■ **Data for review**:

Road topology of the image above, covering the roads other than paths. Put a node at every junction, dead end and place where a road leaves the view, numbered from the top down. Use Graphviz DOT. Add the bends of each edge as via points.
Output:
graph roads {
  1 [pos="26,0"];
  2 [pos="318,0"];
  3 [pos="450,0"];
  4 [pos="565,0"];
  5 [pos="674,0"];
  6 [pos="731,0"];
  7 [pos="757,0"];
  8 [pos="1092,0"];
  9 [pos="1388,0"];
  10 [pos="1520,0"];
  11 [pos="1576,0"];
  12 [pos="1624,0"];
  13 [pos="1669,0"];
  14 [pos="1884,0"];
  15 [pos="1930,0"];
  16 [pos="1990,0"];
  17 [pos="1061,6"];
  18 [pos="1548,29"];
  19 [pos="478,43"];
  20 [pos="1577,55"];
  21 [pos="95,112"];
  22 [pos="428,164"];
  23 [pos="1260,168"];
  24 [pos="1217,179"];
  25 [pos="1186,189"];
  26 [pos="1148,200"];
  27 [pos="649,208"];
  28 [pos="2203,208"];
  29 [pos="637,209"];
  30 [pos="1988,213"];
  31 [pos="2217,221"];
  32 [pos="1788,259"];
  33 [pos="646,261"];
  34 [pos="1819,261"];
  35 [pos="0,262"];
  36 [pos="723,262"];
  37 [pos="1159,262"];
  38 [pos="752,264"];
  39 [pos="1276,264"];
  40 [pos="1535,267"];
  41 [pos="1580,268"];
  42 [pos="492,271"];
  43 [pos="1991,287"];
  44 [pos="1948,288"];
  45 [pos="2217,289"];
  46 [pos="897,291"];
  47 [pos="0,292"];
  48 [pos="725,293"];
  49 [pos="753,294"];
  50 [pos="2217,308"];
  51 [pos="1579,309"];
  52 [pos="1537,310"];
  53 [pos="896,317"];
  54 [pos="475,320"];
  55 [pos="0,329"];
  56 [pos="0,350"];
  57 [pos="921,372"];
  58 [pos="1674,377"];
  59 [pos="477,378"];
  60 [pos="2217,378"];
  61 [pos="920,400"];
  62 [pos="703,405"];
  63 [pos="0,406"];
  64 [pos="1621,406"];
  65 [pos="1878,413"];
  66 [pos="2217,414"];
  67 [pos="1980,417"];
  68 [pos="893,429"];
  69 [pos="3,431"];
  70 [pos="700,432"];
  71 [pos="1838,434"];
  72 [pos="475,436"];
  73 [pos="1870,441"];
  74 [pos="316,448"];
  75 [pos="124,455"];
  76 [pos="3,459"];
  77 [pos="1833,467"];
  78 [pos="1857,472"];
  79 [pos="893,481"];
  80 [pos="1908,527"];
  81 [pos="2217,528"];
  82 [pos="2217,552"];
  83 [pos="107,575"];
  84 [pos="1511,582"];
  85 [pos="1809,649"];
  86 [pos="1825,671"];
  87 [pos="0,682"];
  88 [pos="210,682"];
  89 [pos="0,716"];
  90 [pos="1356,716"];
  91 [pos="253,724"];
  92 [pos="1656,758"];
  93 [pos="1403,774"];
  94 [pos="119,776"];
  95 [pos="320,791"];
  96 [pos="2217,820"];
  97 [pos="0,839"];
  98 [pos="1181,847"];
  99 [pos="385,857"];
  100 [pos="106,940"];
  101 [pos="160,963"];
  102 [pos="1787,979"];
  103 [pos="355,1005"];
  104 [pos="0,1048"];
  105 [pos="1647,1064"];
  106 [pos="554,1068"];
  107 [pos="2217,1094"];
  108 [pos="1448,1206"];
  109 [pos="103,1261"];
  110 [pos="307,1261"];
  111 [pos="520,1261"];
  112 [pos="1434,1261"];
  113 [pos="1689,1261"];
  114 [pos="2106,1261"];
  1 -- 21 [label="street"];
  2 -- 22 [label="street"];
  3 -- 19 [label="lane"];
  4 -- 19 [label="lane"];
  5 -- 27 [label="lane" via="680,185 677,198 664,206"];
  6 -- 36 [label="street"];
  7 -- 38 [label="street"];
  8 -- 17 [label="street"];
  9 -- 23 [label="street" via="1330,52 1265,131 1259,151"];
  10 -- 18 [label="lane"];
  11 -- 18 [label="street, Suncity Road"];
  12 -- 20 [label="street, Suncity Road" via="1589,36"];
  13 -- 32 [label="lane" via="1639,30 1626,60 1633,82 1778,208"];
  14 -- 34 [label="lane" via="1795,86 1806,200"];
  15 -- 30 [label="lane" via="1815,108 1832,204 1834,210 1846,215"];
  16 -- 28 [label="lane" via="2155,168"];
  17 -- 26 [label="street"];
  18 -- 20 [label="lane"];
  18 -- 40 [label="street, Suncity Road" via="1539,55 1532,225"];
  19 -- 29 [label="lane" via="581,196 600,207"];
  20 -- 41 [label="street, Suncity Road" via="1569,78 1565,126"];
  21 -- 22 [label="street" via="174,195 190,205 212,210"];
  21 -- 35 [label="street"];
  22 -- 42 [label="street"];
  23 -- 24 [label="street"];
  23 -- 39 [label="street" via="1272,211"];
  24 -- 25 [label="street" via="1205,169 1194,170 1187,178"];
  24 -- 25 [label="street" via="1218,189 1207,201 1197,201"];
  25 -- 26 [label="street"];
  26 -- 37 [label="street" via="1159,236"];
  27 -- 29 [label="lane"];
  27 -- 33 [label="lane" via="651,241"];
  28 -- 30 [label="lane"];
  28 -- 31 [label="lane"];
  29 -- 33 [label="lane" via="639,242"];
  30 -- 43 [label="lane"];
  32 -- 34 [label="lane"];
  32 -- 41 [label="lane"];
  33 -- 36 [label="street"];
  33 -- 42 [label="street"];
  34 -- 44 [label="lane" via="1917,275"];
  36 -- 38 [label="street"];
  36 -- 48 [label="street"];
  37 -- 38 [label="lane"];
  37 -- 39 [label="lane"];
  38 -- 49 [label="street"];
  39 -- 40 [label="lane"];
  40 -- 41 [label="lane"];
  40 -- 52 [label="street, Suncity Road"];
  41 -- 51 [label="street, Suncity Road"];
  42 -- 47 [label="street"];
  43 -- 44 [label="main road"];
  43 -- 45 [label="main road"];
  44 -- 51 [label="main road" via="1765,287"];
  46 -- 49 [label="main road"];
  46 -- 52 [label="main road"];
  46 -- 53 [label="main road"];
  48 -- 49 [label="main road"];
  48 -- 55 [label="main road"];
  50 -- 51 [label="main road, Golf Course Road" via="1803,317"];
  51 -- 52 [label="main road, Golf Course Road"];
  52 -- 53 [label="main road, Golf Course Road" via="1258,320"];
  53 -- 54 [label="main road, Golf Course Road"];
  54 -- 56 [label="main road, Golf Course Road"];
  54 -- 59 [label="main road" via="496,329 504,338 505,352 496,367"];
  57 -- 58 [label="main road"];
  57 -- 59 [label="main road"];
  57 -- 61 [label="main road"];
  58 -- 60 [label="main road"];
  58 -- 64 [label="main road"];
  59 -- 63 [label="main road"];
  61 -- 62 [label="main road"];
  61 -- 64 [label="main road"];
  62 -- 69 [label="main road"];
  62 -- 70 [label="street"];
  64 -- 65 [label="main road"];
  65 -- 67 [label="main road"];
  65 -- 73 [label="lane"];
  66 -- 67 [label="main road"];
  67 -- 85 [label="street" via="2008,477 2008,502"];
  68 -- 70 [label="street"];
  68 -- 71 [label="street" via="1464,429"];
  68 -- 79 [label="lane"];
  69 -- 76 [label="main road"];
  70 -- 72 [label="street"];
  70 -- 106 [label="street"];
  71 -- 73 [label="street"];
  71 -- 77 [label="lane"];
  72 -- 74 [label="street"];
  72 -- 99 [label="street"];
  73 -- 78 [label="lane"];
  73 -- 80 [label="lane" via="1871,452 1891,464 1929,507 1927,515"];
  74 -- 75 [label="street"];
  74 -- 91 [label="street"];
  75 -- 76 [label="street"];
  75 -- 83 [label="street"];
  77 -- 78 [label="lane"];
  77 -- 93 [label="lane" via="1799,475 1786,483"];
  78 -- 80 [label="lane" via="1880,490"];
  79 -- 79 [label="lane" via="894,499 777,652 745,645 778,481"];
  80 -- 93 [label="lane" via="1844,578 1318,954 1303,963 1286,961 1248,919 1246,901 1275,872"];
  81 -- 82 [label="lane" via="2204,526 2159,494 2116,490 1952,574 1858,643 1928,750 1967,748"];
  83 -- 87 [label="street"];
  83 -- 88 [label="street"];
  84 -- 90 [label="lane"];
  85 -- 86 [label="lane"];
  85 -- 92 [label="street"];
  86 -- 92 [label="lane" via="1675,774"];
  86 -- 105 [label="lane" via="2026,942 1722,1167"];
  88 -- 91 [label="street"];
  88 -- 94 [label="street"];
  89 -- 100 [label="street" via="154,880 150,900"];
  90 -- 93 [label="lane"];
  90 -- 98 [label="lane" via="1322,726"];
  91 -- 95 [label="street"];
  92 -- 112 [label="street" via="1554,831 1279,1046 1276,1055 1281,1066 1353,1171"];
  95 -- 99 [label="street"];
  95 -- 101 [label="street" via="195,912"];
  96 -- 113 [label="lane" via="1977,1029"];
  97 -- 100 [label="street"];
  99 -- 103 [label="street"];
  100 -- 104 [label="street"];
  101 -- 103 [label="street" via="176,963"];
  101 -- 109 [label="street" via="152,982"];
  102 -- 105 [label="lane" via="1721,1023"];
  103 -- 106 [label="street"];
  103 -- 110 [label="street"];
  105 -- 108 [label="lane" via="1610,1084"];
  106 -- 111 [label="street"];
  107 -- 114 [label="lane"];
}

■ **What you have to do**:
Which lines of the data include the string "roads"? Copy each of them.

■ **Task solution**:
Road topology of the image above, covering the roads other than paths. Put a node at every junction, dead end and place where a road leaves the view, numbered from the top down. Use Graphviz DOT. Add the bends of each edge as via points.
graph roads {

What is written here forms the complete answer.